Quindi welfare inteso come leva dello sviluppo non solo aziendale ma anche del territorio, della comunità e dell’occupazione.

Ciascuna azienda nell’attivare il welfare sarà animata  da motivi diversi. In tal senso si distinguono due leve:
1. la leva organizzativa: laddove si privilegi l’obiettivo di migliorare l’efficienza  o ridurre anomalie e sprechi (voucher, carrello della spesa, rimborso del trasporto, telelavoro, smart working, spese istruzione)
2. la leva comunitaria: laddove si privilegi l’obiettivo di valorizzare la coesione aziendale, il senso di appartenenza così da migliorare le performance perché l’impresa deve essere vista come il luogo sicuro in cui operare nel presente e nel futuro (previdenza complementare, assistenza sanitaria integrativa, staffetta generazionale, scaffali formativi per la formazione permanente, borse di studio ai figli meritevoli, polizze assicurative per incidenti extralavorativi)
In sede di definizione del piano welfare è necessario analizzare il trattamento contributivo e fiscale delle singole voci individuando le disposizioni agevolative atte a minimizzare il carico impositivo e, quindi, a favorirne la diffusione garantendo la sostenibilità per il datore di lavoro e l’efficacia in capo ai lavoratori.

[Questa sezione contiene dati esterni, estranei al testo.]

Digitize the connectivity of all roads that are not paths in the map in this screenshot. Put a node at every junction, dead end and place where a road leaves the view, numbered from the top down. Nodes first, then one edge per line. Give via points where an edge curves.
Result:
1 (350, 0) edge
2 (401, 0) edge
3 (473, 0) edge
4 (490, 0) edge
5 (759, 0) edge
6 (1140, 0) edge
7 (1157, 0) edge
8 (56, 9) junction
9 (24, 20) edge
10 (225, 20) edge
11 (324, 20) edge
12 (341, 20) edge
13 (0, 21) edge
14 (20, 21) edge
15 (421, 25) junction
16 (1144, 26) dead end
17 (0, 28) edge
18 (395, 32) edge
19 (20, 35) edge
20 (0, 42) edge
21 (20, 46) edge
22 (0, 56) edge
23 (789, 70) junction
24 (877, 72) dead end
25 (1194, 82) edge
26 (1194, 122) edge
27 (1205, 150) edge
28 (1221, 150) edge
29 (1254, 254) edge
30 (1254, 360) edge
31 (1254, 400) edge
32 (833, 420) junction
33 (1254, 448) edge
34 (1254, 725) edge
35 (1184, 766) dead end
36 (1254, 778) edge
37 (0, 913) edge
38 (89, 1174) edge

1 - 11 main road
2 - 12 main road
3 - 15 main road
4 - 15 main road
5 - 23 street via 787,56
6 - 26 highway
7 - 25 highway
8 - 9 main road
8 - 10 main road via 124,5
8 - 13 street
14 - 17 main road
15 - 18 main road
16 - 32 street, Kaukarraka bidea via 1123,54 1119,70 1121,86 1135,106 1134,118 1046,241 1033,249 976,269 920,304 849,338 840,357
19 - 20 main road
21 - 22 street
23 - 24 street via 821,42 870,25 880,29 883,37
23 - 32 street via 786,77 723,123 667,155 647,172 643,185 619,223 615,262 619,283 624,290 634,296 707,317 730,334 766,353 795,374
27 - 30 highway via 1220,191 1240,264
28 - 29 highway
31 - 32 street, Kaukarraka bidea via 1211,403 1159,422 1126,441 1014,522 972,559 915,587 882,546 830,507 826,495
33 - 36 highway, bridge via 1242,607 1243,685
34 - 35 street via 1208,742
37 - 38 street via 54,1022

Per effetto dell’armonizzazione della base imponibile fiscale e previdenziale (D.Lgs. 314/1997) tutto ciò che è esente da imposizione fiscale, lo è anche da imposizione contributiva.

Riferimenti
• Legge 208/2015 art. 1 co. 182-191 (legge di stabilità per il 2016)
• Legge 232/2016 art. 1 co. 160-162 (legge di stabilità per il 2017)
• Legge 205/2017 art. 1 co. 28 (legge di stabilità per il 2018)
• DPR 917/1986 art. 51 TUIR (trattamento dei benefit in capo ai dipendenti)
• DPR 917/1986 art. 95 e 100 TUIR (deducibilità dei costi dal reddito di impresa)
• DM 25.03.2016 (modalità applicative)
• Circolare AE 28/E/2016
• D.Lgs. 446/1997 (deducibilità ai fini IRAP)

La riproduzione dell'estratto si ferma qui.